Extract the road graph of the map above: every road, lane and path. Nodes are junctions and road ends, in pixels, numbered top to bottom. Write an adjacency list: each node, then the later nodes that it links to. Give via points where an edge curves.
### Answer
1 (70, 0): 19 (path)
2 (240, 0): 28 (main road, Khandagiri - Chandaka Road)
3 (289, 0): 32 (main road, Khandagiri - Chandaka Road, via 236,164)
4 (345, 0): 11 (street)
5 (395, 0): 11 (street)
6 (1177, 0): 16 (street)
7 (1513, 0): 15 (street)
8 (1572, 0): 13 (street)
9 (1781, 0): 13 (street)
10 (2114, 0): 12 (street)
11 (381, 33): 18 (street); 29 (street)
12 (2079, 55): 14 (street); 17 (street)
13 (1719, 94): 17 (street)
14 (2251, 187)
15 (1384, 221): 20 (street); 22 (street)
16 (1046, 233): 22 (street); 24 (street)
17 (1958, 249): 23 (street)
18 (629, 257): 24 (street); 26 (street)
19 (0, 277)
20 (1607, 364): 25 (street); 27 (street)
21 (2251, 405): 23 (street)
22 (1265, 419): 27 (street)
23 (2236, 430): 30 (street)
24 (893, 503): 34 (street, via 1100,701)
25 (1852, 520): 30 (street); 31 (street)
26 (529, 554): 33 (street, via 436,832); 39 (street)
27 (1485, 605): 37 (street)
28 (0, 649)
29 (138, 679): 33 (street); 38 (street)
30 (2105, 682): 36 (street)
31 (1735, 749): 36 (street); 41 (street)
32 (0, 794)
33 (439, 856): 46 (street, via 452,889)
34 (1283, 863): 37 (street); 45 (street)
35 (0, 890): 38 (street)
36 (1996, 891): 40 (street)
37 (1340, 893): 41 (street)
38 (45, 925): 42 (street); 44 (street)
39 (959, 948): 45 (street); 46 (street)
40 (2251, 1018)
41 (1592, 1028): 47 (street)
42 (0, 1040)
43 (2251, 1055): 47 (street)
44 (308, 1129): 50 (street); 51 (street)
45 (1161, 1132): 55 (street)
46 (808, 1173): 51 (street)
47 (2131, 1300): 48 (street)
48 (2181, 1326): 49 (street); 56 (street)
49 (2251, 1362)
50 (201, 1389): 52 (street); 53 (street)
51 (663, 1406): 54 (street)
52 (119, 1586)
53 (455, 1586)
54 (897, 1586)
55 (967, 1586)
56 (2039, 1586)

····················

__What needs to be done__: Each record above must be given again exactly as written.

__Solution for this task__:
Extract the road graph of the map above: every road, lane and path. Nodes are junctions and road ends, in pixels, numbered top to bottom. Write an adjacency list: each node, then the later nodes that it links to. Give via points where an edge curves.
### Answer
1 (70, 0): 19 (path)
2 (240, 0): 28 (main road, Khandagiri - Chandaka Road)
3 (289, 0): 32 (main road, Khandagiri - Chandaka Road, via 236,164)
4 (345, 0): 11 (street)
5 (395, 0): 11 (street)
6 (1177, 0): 16 (street)
7 (1513, 0): 15 (street)
8 (1572, 0): 13 (street)
9 (1781, 0): 13 (street)
10 (2114, 0): 12 (street)
11 (381, 33): 18 (street); 29 (street)
12 (2079, 55): 14 (street); 17 (street)
13 (1719, 94): 17 (street)
14 (2251, 187)
15 (1384, 221): 20 (street); 22 (street)
16 (1046, 233): 22 (street); 24 (street)
17 (1958, 249): 23 (street)
18 (629, 257): 24 (street); 26 (street)
19 (0, 277)
20 (1607, 364): 25 (street); 27 (street)
21 (2251, 405): 23 (street)
22 (1265, 419): 27 (street)
23 (2236, 430): 30 (street)
24 (893, 503): 34 (street, via 1100,701)
25 (1852, 520): 30 (street); 31 (street)
26 (529, 554): 33 (street, via 436,832); 39 (street)
27 (1485, 605): 37 (street)
28 (0, 649)
29 (138, 679): 33 (street); 38 (street)
30 (2105, 682): 36 (street)
31 (1735, 749): 36 (street); 41 (street)
32 (0, 794)
33 (439, 856): 46 (street, via 452,889)
34 (1283, 863): 37 (street); 45 (street)
35 (0, 890): 38 (street)
36 (1996, 891): 40 (street)
37 (1340, 893): 41 (street)
38 (45, 925): 42 (street); 44 (street)
39 (959, 948): 45 (street); 46 (street)
40 (2251, 1018)
41 (1592, 1028): 47 (street)
42 (0, 1040)
43 (2251, 1055): 47 (street)
44 (308, 1129): 50 (street); 51 (street)
45 (1161, 1132): 55 (street)
46 (808, 1173): 51 (street)
47 (2131, 1300): 48 (street)
48 (2181, 1326): 49 (street); 56 (street)
49 (2251, 1362)
50 (201, 1389): 52 (street); 53 (street)
51 (663, 1406): 54 (street)
52 (119, 1586)
53 (455, 1586)
54 (897, 1586)
55 (967, 1586)
56 (2039, 1586)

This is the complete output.